The contenders for the Republican presidential nomination began the campaign laying out plans to stop the rise of a formidable woman.

They might have been thinking of the wrong formidable woman.

Before Donald Trump, Ben Carson, Jeb Bush or any other Republican poll leader gets to take on the Democrats’ Hillary Clinton, he may have to hold off the GOP’s own Carly Fiorina.

For voters open to nominating someone without a political track record — and the polls say that’s most of them — Fiorina put on an attention-getting performance Wednesday night, producing the most moving moments in the Republican debate at the Ronald Reagan Presidential Library in Simi Valley.

The overarching question going into the 11-candidate main event of the debate double-header was who would be able to go toe-to-toe with Trump, the Republican front-runner whose popularity could no longer be expected to collapse on its own.

Jeb Bush was able to do it, sparring with Trump over the influence of money in politics. Chris Christie had a good night, standing up for the middle class as Trump and Fiorina compared their CEO careers, and Marco Rubio projected attractive seriousness — if only after opening with a weak California drought joke.

But it was Fiorina who jumped through the TV screen, as she had in the undercard debate last month in Cleveland that lifted her into the top 10 in recent polls and earned her a spot on the big stage this time.

In the highlight of the evening, the former Hewlett-Packard chief and 2010 Republican nominee for U.S. Senate from California turned the tables and used Trump as her foil.

Asked by the CNN moderator about Trump’s derogatory remarks about her looks, Fiorina responded with dignity in an answer that ended: “I think women all over the country heard very clearly what Mr. Trump said.”

Trump replied, lamely, patronizingly: “I think she’s got a beautiful face, and she’s a beautiful woman.”

Fiorina had the sense to stay silent and let Trump’s words sink in.

This happened a few minutes after Fiorina combined thoughts about foreign policy and the Planned Parenthood abortion controversy into a brief stemwinder about “the character of the nation” that drew the Reagan Library audience’s loudest and most prolonged ovation of the night.

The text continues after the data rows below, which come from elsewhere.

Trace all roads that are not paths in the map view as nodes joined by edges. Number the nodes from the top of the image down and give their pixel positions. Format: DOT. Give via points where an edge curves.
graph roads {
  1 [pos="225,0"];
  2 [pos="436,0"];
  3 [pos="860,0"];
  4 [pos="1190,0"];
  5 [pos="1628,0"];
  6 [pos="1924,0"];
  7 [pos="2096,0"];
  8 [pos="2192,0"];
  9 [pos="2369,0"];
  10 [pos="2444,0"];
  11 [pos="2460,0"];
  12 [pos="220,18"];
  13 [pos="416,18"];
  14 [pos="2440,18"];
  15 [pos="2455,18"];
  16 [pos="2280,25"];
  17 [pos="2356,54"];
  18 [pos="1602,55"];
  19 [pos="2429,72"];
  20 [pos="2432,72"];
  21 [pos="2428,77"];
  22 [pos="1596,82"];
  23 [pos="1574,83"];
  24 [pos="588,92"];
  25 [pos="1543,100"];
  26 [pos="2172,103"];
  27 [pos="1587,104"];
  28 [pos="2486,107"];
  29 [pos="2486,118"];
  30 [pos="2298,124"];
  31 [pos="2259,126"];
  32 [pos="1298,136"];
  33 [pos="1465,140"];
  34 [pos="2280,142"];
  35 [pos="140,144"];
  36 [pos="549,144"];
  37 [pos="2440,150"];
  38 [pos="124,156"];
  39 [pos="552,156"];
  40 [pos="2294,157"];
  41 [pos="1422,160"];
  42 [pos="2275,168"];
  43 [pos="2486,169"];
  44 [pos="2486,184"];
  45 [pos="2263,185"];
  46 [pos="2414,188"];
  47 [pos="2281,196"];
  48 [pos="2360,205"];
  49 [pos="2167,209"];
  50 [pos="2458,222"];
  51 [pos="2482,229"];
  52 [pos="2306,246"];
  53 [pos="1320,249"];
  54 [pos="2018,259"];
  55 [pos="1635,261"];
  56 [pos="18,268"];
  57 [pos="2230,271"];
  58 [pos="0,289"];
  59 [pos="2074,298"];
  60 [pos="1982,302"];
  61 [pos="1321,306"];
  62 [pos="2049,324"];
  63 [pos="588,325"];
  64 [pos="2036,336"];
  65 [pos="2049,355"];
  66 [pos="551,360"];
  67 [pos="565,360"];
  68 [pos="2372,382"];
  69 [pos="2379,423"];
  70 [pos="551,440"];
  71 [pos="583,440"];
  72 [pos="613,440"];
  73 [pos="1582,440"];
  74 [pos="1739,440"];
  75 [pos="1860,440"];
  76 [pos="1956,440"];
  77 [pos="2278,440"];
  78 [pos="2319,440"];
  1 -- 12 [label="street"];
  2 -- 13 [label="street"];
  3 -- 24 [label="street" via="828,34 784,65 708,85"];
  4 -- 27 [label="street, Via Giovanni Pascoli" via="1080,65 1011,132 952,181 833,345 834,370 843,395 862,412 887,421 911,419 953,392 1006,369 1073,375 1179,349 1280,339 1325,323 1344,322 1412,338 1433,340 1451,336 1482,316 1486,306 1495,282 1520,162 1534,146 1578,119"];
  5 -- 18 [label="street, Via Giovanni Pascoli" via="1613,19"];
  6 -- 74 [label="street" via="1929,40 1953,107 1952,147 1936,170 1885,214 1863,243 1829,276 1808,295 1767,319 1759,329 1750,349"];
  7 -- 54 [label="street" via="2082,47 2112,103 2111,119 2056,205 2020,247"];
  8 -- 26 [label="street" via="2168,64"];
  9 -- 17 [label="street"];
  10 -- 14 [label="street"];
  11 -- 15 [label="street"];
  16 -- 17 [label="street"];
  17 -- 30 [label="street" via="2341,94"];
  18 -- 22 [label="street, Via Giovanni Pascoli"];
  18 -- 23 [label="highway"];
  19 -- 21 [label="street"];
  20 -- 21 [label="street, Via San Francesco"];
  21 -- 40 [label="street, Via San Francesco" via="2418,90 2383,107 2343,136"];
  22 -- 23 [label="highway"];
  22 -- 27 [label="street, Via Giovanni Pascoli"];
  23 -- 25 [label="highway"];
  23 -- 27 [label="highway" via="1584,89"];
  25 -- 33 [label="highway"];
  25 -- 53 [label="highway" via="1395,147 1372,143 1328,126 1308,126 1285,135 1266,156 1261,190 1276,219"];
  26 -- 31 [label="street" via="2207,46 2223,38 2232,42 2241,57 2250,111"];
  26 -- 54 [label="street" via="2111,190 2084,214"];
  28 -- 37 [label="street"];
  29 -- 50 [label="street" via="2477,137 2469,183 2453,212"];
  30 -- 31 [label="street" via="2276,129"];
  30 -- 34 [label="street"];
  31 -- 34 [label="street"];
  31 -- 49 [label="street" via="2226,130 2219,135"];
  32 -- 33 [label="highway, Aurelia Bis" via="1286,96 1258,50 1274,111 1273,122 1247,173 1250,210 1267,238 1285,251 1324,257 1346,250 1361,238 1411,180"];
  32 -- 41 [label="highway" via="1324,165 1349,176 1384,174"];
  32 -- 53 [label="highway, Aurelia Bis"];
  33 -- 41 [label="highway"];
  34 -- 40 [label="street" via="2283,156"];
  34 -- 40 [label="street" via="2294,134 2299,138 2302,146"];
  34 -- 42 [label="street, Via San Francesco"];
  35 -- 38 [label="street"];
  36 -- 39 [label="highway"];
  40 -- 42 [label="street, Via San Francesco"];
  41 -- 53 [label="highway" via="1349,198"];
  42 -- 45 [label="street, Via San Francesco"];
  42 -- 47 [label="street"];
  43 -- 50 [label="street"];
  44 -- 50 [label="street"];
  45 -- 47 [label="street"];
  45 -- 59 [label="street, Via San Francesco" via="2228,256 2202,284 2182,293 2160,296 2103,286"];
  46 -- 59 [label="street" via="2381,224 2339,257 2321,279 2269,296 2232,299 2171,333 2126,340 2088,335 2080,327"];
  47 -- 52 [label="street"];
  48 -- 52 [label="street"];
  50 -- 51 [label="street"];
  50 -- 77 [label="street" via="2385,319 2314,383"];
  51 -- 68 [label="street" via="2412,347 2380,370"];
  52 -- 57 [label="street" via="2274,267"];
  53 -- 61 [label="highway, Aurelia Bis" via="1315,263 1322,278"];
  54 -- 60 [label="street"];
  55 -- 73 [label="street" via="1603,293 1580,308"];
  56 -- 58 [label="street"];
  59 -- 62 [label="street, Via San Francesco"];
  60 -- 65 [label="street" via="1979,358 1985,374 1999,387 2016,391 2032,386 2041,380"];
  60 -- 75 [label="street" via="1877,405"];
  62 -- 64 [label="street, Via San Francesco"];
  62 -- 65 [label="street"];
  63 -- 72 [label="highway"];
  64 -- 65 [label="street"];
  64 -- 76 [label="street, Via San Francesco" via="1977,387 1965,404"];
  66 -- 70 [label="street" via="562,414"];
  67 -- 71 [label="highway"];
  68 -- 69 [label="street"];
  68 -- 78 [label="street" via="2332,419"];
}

Trump was undisciplined and capricious. As everybody wondered who would take the first rhetorical poke at Trump, it was Trump who flicked the first insult — at Rand Paul, way down at the edge of the stage and in the polls.

Meanwhile, it becomes increasingly difficult to picture Fiorina having a bad, flustered, erratic public moment.

Fiorina’s restrained way of poking Trump was to say that all candidates’ character “will be revealed over time and under pressure.”

Now it may be time for Fiorina’s own character, her specific proposals and her business record to be more closely scrutinized.

This campaign has shown how hard it is for analysts to know who had a good day or a bad day. For instance, every time Trump seems to put his foot in it, his poll numbers go up.

But while others such as political outsider Carson, Sen. Ted Cruz and Gov. Scott Walker had trouble connecting Wednesday, Fiorina unquestionably had a good day. Whatever Trump thinks of her appearance, onstage she looked like a force to be reckoned with.